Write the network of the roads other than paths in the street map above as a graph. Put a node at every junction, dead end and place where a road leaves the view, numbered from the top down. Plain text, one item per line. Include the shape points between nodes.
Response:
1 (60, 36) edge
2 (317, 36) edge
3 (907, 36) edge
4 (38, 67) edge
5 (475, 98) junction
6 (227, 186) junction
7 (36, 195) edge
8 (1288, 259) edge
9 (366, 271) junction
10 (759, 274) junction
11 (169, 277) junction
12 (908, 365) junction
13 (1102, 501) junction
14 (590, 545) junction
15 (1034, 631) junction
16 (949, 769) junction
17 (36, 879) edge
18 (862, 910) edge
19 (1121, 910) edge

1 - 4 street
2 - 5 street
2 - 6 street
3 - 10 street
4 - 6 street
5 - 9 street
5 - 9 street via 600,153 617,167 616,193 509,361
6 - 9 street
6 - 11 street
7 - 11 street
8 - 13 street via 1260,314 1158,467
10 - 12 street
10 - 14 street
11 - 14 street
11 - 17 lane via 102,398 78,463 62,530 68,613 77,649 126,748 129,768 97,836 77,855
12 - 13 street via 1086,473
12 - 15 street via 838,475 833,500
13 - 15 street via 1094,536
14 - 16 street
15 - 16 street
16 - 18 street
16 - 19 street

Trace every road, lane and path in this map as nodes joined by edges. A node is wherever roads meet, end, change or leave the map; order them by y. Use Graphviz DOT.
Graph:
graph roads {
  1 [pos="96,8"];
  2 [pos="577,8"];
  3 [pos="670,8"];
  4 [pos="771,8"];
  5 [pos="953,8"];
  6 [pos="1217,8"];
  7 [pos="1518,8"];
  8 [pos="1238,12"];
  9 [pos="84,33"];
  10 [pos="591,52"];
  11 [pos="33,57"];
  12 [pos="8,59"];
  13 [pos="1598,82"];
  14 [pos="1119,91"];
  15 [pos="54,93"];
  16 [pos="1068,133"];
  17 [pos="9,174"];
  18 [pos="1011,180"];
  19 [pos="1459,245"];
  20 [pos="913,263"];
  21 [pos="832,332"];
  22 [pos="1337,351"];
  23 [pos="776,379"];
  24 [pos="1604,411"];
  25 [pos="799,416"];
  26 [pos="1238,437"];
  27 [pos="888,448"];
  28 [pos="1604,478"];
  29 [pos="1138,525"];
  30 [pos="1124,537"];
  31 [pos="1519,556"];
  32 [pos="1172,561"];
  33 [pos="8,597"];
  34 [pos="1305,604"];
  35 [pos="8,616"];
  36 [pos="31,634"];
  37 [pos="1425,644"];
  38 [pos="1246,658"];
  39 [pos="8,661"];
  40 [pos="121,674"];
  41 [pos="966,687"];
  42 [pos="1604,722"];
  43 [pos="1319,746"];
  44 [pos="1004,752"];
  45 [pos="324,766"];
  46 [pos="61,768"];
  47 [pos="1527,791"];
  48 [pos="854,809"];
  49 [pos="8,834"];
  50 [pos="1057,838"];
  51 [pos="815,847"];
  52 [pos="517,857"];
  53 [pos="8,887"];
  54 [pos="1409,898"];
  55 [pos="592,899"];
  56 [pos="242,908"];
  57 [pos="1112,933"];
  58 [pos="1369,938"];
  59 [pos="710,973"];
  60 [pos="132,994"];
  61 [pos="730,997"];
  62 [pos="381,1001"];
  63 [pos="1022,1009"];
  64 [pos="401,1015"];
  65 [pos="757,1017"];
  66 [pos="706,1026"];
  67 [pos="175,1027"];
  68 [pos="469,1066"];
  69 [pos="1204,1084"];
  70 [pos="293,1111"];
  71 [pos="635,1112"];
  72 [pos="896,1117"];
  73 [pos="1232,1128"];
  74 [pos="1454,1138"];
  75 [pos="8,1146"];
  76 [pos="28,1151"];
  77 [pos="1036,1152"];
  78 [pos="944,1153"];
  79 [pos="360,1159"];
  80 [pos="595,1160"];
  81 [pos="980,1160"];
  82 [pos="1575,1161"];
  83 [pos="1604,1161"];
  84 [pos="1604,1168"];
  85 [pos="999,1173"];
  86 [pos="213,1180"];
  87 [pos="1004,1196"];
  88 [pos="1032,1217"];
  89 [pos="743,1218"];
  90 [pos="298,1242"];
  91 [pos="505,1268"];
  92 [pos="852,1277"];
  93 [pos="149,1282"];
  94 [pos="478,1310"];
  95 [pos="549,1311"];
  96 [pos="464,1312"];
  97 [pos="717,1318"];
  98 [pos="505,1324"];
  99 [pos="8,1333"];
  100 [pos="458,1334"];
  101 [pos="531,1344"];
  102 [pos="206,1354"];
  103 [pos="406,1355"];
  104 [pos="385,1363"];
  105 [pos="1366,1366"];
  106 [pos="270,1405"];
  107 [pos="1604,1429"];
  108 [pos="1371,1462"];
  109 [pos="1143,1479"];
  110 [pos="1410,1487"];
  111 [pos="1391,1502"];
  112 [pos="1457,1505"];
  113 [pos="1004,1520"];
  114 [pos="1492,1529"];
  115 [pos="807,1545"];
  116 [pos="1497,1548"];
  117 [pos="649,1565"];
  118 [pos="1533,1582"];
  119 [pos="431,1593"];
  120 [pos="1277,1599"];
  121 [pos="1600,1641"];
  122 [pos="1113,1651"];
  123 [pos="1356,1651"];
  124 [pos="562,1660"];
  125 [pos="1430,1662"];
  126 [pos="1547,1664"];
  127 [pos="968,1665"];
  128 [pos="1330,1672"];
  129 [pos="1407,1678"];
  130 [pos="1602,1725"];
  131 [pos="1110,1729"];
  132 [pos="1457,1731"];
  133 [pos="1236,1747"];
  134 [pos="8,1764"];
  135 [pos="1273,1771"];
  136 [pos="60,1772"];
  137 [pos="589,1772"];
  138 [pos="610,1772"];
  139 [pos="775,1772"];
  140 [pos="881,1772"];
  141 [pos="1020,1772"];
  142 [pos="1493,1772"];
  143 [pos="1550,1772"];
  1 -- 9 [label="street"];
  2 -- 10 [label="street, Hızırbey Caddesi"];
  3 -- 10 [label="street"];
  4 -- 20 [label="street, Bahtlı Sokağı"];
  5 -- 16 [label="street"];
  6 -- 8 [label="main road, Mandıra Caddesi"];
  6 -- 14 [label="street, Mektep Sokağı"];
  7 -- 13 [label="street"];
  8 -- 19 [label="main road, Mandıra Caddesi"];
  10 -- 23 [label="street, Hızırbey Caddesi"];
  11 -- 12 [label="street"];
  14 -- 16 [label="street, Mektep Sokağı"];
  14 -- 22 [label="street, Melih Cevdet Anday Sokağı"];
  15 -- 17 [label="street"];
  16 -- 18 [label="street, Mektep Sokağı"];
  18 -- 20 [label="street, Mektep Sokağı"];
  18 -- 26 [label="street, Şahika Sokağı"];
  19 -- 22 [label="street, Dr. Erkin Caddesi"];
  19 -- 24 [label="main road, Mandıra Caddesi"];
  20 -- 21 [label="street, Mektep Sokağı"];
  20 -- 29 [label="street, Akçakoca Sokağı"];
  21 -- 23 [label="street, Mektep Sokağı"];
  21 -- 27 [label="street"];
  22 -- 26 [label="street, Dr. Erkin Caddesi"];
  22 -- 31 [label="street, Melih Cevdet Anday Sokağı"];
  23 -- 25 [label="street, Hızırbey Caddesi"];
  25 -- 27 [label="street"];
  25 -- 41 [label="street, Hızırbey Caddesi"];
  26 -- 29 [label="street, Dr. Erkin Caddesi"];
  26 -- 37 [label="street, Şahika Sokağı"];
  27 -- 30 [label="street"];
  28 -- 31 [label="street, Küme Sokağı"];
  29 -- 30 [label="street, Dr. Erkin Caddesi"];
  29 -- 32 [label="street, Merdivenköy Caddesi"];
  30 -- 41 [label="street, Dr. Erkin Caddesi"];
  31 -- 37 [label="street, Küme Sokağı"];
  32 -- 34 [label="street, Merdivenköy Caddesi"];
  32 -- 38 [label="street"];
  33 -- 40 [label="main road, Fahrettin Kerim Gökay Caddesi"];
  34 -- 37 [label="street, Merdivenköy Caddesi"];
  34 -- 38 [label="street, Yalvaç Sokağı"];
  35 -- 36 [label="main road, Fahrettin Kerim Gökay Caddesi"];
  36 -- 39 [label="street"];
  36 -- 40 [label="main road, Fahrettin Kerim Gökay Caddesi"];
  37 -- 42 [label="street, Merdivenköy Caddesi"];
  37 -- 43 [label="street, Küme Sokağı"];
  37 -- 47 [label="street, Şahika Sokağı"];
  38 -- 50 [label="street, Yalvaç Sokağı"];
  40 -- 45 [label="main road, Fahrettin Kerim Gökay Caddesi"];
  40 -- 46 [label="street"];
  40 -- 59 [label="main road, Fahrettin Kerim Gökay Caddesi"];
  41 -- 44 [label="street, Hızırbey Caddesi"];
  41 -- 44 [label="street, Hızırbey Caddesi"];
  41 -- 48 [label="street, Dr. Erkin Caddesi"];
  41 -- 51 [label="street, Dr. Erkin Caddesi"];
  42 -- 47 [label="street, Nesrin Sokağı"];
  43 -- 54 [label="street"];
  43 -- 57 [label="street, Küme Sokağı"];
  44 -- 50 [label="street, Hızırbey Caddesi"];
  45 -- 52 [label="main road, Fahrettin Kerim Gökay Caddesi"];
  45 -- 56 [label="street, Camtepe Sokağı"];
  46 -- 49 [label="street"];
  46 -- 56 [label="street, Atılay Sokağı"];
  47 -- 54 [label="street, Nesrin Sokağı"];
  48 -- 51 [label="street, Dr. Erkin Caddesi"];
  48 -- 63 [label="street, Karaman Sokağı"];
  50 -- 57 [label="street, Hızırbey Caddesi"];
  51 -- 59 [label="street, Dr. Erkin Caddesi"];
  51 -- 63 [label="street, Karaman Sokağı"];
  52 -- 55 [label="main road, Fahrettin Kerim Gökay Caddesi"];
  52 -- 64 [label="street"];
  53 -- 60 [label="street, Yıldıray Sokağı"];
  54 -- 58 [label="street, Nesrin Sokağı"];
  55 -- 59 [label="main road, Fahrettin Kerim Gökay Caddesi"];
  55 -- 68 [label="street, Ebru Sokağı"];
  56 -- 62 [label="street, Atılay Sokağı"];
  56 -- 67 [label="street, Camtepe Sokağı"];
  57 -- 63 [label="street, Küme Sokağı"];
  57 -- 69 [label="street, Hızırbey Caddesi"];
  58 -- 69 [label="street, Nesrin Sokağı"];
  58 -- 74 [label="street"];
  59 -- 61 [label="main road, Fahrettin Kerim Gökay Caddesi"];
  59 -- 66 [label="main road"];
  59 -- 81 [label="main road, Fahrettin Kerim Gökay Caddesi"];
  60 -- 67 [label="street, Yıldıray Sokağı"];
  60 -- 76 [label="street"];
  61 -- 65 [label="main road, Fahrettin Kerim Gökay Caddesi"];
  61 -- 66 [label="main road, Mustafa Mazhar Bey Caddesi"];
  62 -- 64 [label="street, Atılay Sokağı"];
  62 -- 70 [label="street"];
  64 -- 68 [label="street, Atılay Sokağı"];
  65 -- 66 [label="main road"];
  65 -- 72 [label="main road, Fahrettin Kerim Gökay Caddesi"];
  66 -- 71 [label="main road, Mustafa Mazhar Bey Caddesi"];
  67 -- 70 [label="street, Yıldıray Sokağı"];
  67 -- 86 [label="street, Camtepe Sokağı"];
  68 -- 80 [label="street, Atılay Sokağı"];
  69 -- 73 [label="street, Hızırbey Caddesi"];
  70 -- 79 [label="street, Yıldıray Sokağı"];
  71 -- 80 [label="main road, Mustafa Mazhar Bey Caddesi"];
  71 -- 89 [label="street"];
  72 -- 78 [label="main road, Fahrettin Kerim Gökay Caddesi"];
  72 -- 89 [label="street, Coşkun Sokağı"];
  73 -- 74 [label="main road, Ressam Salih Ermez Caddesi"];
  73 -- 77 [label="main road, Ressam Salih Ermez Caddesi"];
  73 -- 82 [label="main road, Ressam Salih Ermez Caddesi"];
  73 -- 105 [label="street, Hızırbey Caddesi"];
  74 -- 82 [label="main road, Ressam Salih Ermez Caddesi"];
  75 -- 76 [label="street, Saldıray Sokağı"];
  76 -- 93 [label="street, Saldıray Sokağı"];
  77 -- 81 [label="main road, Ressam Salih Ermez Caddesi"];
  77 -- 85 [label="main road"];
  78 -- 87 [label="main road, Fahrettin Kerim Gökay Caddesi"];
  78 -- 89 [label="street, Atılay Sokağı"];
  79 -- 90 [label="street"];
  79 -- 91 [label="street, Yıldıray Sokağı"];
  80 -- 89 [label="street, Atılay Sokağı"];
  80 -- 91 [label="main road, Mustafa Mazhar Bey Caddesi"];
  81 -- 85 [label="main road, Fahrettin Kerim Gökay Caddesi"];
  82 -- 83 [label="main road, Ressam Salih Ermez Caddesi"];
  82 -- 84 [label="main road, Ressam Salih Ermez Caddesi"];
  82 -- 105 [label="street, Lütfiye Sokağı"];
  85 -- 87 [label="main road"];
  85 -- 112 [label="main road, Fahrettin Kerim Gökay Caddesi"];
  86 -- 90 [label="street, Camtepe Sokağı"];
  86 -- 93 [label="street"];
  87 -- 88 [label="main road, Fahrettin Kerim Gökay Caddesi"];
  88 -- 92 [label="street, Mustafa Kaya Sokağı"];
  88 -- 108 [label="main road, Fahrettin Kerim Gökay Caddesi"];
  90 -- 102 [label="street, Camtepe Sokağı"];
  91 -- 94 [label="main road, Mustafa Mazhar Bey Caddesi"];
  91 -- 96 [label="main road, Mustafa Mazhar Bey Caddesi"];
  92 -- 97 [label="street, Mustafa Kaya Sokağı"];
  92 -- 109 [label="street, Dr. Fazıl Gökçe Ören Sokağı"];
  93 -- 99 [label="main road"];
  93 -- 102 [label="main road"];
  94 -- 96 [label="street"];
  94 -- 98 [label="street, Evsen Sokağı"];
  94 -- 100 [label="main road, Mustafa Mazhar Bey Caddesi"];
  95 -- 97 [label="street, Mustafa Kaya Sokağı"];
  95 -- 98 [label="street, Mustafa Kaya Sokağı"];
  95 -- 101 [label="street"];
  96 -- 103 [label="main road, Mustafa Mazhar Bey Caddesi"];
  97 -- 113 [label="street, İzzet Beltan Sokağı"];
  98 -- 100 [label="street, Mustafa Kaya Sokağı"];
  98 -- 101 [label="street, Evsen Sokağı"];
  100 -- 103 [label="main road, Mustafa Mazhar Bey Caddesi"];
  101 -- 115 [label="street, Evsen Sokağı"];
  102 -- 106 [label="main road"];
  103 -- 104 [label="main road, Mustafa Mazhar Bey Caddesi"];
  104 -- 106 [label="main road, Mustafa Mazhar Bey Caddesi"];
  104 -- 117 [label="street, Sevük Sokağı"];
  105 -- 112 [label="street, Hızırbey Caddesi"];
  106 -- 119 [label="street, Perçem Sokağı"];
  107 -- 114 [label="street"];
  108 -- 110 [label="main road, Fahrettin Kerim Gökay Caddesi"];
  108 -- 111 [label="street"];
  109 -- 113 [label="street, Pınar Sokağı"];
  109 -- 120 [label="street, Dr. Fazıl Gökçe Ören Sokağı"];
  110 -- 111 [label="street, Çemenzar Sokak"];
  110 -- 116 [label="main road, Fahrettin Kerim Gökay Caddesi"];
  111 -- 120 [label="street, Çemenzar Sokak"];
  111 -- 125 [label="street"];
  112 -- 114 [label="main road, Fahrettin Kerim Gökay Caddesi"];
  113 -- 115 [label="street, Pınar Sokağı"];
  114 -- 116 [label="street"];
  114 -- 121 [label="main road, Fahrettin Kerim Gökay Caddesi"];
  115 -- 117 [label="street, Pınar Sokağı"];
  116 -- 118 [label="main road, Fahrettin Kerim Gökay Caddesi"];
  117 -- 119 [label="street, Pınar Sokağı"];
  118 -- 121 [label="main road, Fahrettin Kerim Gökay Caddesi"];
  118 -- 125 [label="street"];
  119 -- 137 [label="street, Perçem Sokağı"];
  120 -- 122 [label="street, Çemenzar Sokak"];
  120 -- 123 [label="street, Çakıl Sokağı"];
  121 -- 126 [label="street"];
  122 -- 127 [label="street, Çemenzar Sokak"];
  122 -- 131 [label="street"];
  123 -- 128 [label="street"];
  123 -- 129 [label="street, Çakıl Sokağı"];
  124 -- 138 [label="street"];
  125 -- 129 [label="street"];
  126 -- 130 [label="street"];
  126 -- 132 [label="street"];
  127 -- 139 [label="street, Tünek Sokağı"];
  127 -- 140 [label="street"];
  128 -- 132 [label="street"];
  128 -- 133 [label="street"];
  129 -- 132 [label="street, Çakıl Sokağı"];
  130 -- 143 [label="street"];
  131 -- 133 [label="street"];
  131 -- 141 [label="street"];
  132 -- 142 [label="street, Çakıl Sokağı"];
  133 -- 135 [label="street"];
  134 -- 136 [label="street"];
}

• • • •

- TASK PROMPT:
To answer, state the number of lines in the records holding the string "Erkin", and leave out everything else.

- ANSWER FOR THE TASK:
9